What you should do: Pictures are to be left out, and every entry repeated exactly.

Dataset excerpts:
§ §

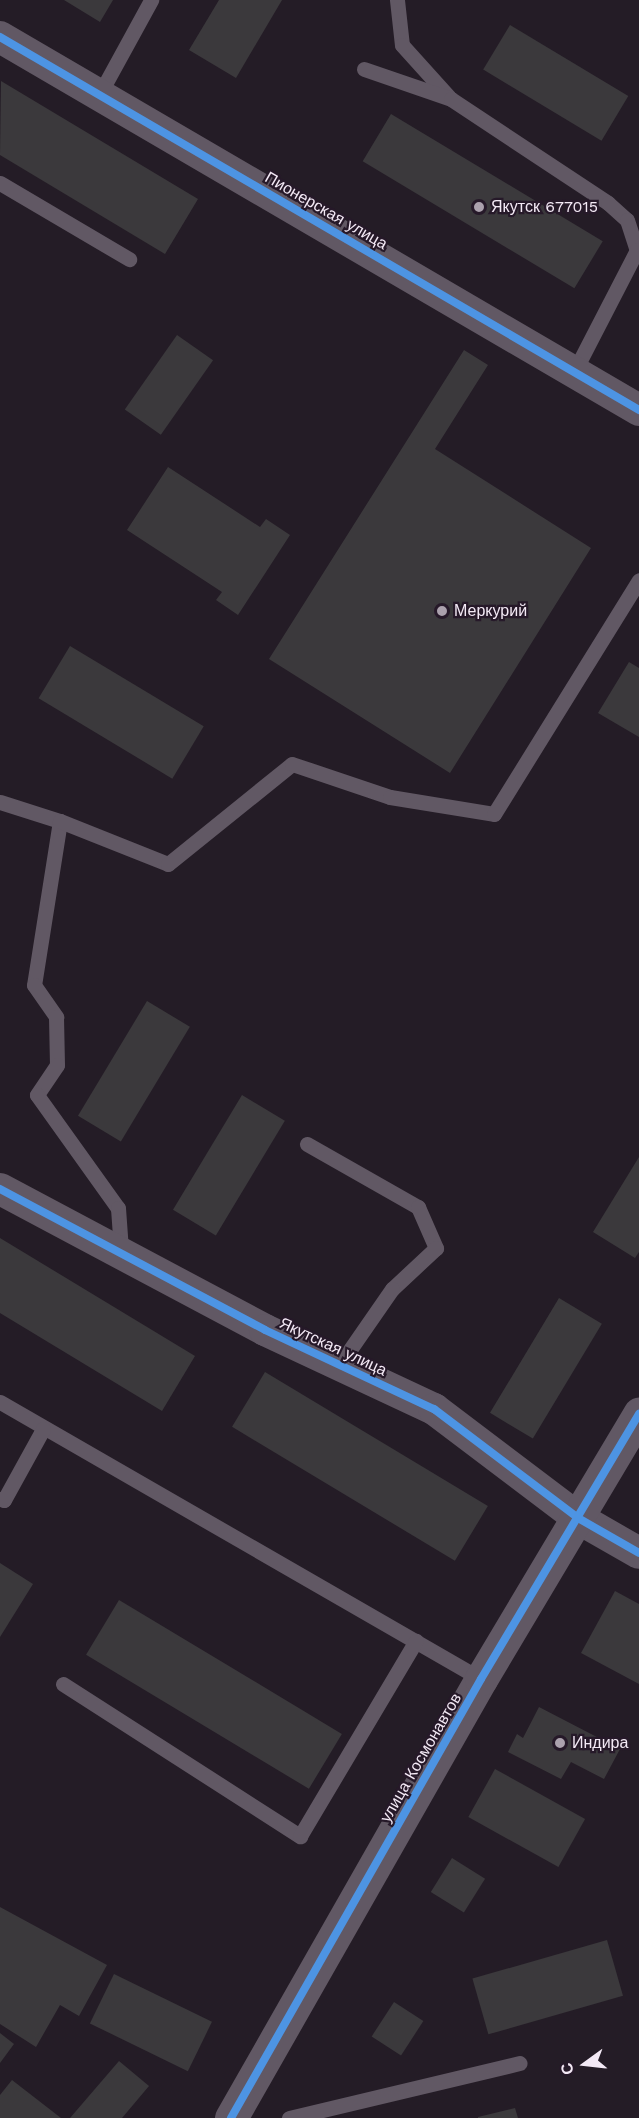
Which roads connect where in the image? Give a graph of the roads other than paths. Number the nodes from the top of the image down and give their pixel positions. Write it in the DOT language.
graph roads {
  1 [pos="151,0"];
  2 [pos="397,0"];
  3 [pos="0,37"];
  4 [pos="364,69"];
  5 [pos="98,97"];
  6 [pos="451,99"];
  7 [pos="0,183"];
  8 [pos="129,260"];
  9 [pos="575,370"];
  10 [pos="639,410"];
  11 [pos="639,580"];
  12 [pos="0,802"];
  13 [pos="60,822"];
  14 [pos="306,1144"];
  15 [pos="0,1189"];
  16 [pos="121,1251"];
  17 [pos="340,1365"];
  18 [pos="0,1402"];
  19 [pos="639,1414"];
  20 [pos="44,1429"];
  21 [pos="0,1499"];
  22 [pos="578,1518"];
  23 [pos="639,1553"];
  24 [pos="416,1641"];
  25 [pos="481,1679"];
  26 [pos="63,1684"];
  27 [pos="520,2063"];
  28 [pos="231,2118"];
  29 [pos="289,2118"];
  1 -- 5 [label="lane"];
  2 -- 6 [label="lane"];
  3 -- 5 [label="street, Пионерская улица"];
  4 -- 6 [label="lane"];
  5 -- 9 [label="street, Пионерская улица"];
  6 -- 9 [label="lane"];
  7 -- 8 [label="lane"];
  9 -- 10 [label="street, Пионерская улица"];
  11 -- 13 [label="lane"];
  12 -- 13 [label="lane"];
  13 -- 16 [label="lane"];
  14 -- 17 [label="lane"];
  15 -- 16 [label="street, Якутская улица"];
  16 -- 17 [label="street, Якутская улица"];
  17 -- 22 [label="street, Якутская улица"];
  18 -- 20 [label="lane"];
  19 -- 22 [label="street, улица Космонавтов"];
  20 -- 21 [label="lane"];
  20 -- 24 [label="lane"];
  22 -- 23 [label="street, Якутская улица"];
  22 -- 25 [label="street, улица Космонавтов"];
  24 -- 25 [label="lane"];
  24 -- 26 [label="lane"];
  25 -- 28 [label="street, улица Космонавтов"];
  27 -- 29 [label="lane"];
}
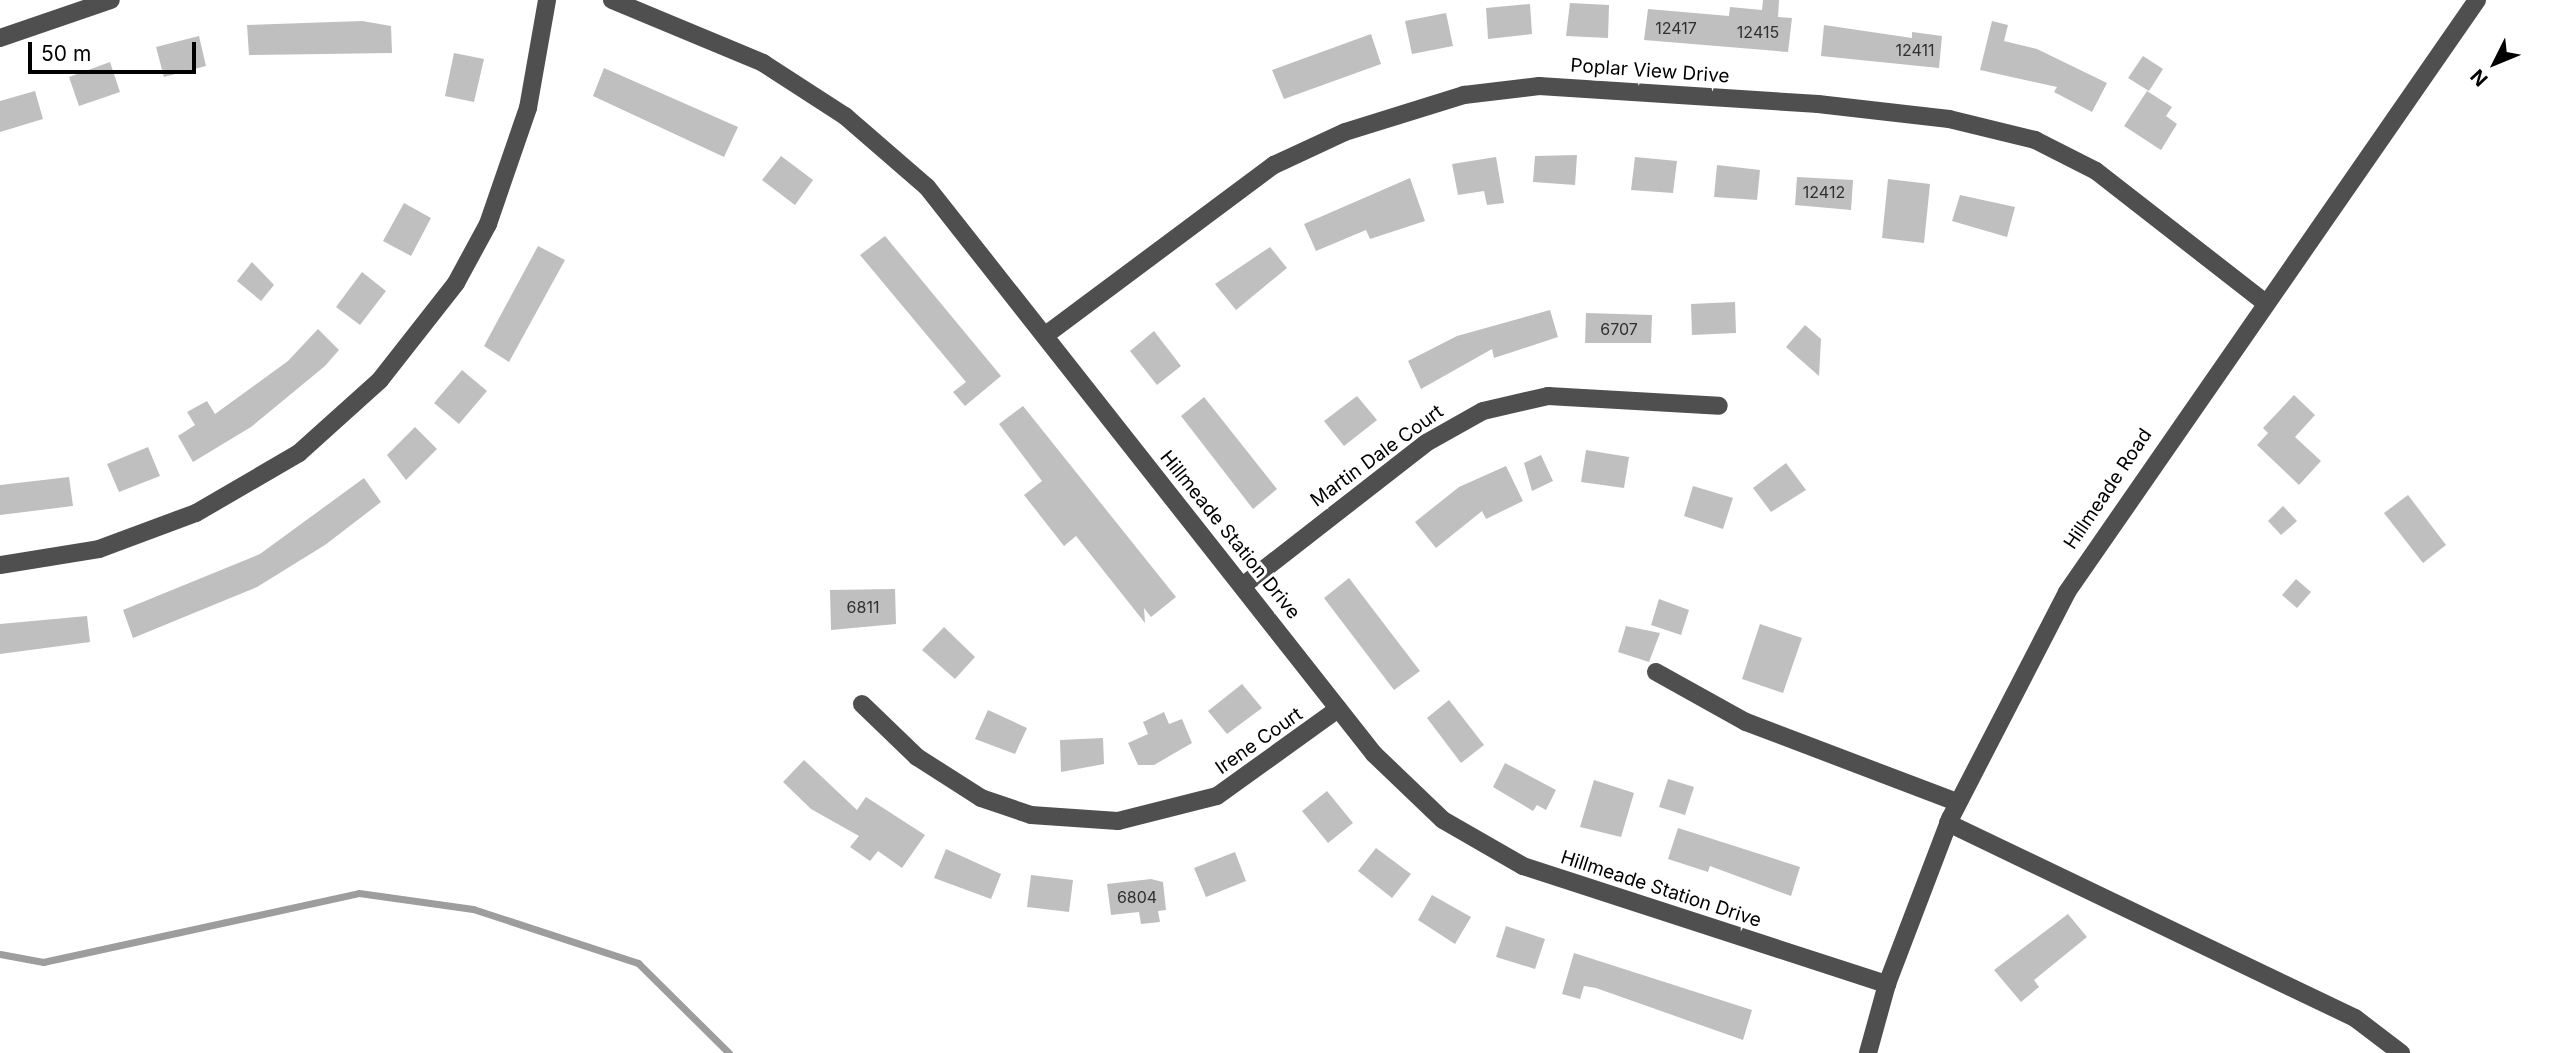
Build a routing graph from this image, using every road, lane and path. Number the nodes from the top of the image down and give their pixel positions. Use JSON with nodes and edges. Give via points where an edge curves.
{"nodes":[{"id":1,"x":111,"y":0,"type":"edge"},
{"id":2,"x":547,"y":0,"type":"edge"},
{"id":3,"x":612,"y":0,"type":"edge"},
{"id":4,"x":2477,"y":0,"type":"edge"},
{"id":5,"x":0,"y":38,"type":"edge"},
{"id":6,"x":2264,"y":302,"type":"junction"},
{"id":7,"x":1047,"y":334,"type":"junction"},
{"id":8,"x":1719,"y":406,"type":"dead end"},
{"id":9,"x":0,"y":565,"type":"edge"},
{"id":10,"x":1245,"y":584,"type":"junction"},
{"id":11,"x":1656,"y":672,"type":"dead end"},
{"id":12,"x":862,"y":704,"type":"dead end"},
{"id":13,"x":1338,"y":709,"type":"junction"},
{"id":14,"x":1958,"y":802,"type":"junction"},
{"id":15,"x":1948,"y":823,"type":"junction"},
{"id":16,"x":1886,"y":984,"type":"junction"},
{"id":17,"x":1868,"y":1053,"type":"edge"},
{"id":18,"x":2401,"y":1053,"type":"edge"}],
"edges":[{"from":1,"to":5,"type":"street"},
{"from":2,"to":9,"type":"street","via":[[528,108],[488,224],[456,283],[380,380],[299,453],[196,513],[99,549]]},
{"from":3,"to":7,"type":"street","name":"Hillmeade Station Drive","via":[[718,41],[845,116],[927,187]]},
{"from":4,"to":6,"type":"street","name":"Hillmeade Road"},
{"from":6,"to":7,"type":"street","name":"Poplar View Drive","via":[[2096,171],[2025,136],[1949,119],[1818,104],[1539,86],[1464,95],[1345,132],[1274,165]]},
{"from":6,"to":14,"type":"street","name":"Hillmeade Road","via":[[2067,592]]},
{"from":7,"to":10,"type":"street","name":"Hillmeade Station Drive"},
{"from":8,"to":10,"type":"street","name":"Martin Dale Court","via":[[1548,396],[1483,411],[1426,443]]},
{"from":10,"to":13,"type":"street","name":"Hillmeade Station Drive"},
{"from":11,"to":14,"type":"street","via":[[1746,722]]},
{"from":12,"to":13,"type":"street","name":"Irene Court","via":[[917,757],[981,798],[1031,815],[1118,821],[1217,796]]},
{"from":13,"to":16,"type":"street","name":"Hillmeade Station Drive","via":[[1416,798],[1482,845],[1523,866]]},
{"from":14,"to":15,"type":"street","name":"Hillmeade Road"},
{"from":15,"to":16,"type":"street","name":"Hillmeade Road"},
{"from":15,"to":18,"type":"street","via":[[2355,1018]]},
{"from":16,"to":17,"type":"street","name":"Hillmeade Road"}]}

§ §

Written response:
Which roads connect where in the image? Give a graph of the roads other than paths. Number the nodes from the top of the image down and give their pixel positions. Write it in the DOT language.
graph roads {
  1 [pos="151,0"];
  2 [pos="397,0"];
  3 [pos="0,37"];
  4 [pos="364,69"];
  5 [pos="98,97"];
  6 [pos="451,99"];
  7 [pos="0,183"];
  8 [pos="129,260"];
  9 [pos="575,370"];
  10 [pos="639,410"];
  11 [pos="639,580"];
  12 [pos="0,802"];
  13 [pos="60,822"];
  14 [pos="306,1144"];
  15 [pos="0,1189"];
  16 [pos="121,1251"];
  17 [pos="340,1365"];
  18 [pos="0,1402"];
  19 [pos="639,1414"];
  20 [pos="44,1429"];
  21 [pos="0,1499"];
  22 [pos="578,1518"];
  23 [pos="639,1553"];
  24 [pos="416,1641"];
  25 [pos="481,1679"];
  26 [pos="63,1684"];
  27 [pos="520,2063"];
  28 [pos="231,2118"];
  29 [pos="289,2118"];
  1 -- 5 [label="lane"];
  2 -- 6 [label="lane"];
  3 -- 5 [label="street, Пионерская улица"];
  4 -- 6 [label="lane"];
  5 -- 9 [label="street, Пионерская улица"];
  6 -- 9 [label="lane"];
  7 -- 8 [label="lane"];
  9 -- 10 [label="street, Пионерская улица"];
  11 -- 13 [label="lane"];
  12 -- 13 [label="lane"];
  13 -- 16 [label="lane"];
  14 -- 17 [label="lane"];
  15 -- 16 [label="street, Якутская улица"];
  16 -- 17 [label="street, Якутская улица"];
  17 -- 22 [label="street, Якутская улица"];
  18 -- 20 [label="lane"];
  19 -- 22 [label="street, улица Космонавтов"];
  20 -- 21 [label="lane"];
  20 -- 24 [label="lane"];
  22 -- 23 [label="street, Якутская улица"];
  22 -- 25 [label="street, улица Космонавтов"];
  24 -- 25 [label="lane"];
  24 -- 26 [label="lane"];
  25 -- 28 [label="street, улица Космонавтов"];
  27 -- 29 [label="lane"];
}
Build a routing graph from this image, using every road, lane and path. Number the nodes from the top of the image down and give their pixel positions. Use JSON with nodes and edges. Give via points where an edge curves.
{"nodes":[{"id":1,"x":111,"y":0,"type":"edge"},
{"id":2,"x":547,"y":0,"type":"edge"},
{"id":3,"x":612,"y":0,"type":"edge"},
{"id":4,"x":2477,"y":0,"type":"edge"},
{"id":5,"x":0,"y":38,"type":"edge"},
{"id":6,"x":2264,"y":302,"type":"junction"},
{"id":7,"x":1047,"y":334,"type":"junction"},
{"id":8,"x":1719,"y":406,"type":"dead end"},
{"id":9,"x":0,"y":565,"type":"edge"},
{"id":10,"x":1245,"y":584,"type":"junction"},
{"id":11,"x":1656,"y":672,"type":"dead end"},
{"id":12,"x":862,"y":704,"type":"dead end"},
{"id":13,"x":1338,"y":709,"type":"junction"},
{"id":14,"x":1958,"y":802,"type":"junction"},
{"id":15,"x":1948,"y":823,"type":"junction"},
{"id":16,"x":1886,"y":984,"type":"junction"},
{"id":17,"x":1868,"y":1053,"type":"edge"},
{"id":18,"x":2401,"y":1053,"type":"edge"}],
"edges":[{"from":1,"to":5,"type":"street"},
{"from":2,"to":9,"type":"street","via":[[528,108],[488,224],[456,283],[380,380],[299,453],[196,513],[99,549]]},
{"from":3,"to":7,"type":"street","name":"Hillmeade Station Drive","via":[[718,41],[845,116],[927,187]]},
{"from":4,"to":6,"type":"street","name":"Hillmeade Road"},
{"from":6,"to":7,"type":"street","name":"Poplar View Drive","via":[[2096,171],[2025,136],[1949,119],[1818,104],[1539,86],[1464,95],[1345,132],[1274,165]]},
{"from":6,"to":14,"type":"street","name":"Hillmeade Road","via":[[2067,592]]},
{"from":7,"to":10,"type":"street","name":"Hillmeade Station Drive"},
{"from":8,"to":10,"type":"street","name":"Martin Dale Court","via":[[1548,396],[1483,411],[1426,443]]},
{"from":10,"to":13,"type":"street","name":"Hillmeade Station Drive"},
{"from":11,"to":14,"type":"street","via":[[1746,722]]},
{"from":12,"to":13,"type":"street","name":"Irene Court","via":[[917,757],[981,798],[1031,815],[1118,821],[1217,796]]},
{"from":13,"to":16,"type":"street","name":"Hillmeade Station Drive","via":[[1416,798],[1482,845],[1523,866]]},
{"from":14,"to":15,"type":"street","name":"Hillmeade Road"},
{"from":15,"to":16,"type":"street","name":"Hillmeade Road"},
{"from":15,"to":18,"type":"street","via":[[2355,1018]]},
{"from":16,"to":17,"type":"street","name":"Hillmeade Road"}]}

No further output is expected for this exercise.